What the task asks >>
Where a line in the data below includes the word "Britania", count it. State the total and nothing more.

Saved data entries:
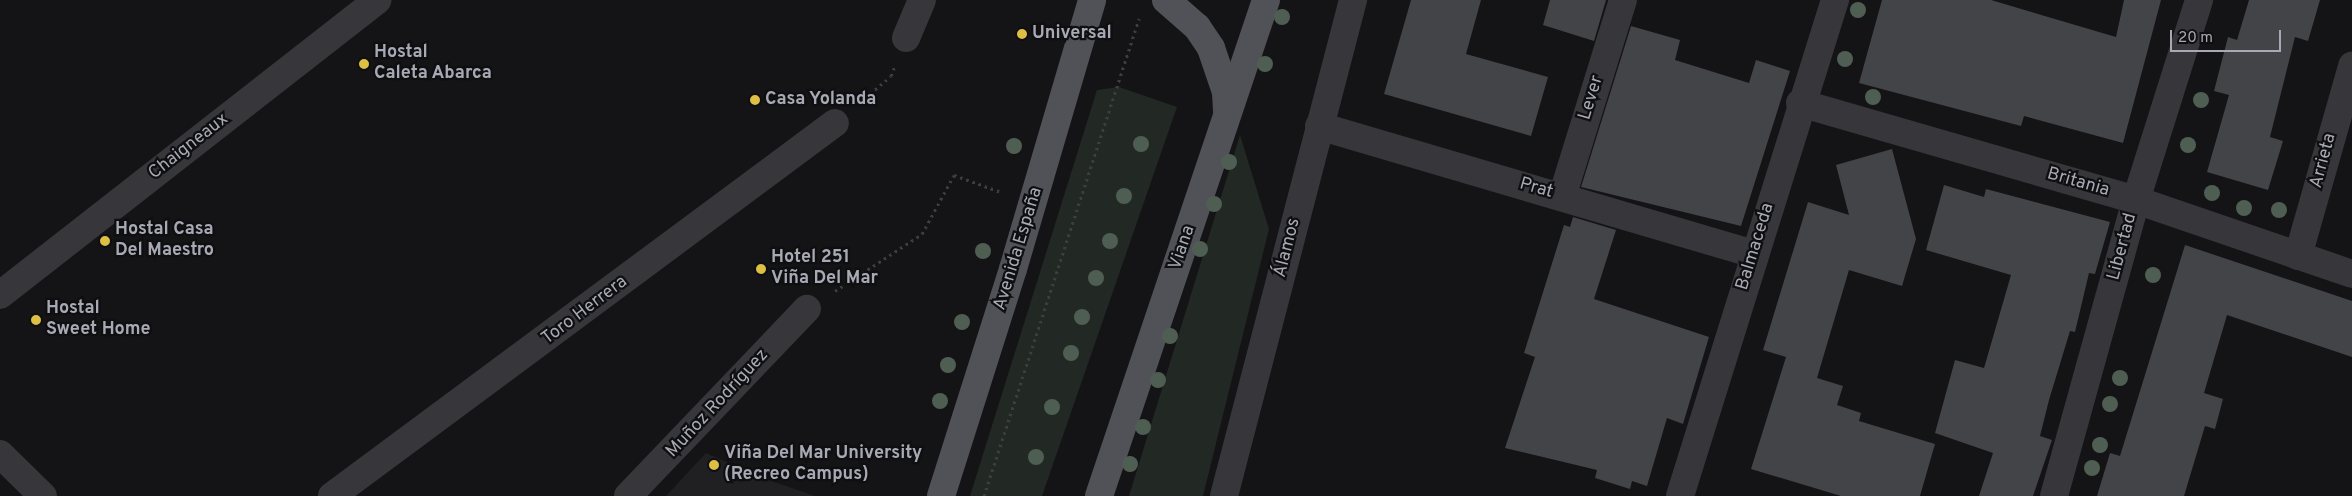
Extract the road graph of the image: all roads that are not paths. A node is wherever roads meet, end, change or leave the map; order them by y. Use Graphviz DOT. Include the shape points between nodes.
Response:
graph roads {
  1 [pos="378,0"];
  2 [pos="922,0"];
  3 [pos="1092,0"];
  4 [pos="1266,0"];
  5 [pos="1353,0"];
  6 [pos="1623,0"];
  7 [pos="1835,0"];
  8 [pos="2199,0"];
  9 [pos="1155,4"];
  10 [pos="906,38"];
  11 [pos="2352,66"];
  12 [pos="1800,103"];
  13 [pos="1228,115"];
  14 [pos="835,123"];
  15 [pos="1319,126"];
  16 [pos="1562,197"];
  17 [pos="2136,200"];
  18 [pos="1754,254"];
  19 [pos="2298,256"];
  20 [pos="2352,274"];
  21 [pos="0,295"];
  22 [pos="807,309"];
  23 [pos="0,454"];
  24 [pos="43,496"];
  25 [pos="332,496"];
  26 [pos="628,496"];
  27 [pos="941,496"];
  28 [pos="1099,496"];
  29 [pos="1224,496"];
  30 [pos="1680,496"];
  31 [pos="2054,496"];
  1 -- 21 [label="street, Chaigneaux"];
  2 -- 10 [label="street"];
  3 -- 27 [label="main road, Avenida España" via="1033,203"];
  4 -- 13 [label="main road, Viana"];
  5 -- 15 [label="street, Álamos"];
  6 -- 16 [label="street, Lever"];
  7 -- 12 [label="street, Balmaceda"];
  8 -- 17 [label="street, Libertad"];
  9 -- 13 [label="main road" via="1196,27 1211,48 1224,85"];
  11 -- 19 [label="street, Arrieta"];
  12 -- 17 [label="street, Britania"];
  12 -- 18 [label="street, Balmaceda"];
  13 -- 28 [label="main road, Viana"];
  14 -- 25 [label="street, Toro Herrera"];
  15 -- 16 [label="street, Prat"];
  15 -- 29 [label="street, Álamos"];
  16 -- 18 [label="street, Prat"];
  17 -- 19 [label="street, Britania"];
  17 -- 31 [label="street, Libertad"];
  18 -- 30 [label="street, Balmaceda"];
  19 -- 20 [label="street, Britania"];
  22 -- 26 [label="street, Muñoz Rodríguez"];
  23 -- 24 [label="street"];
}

Solution for this problem >>
3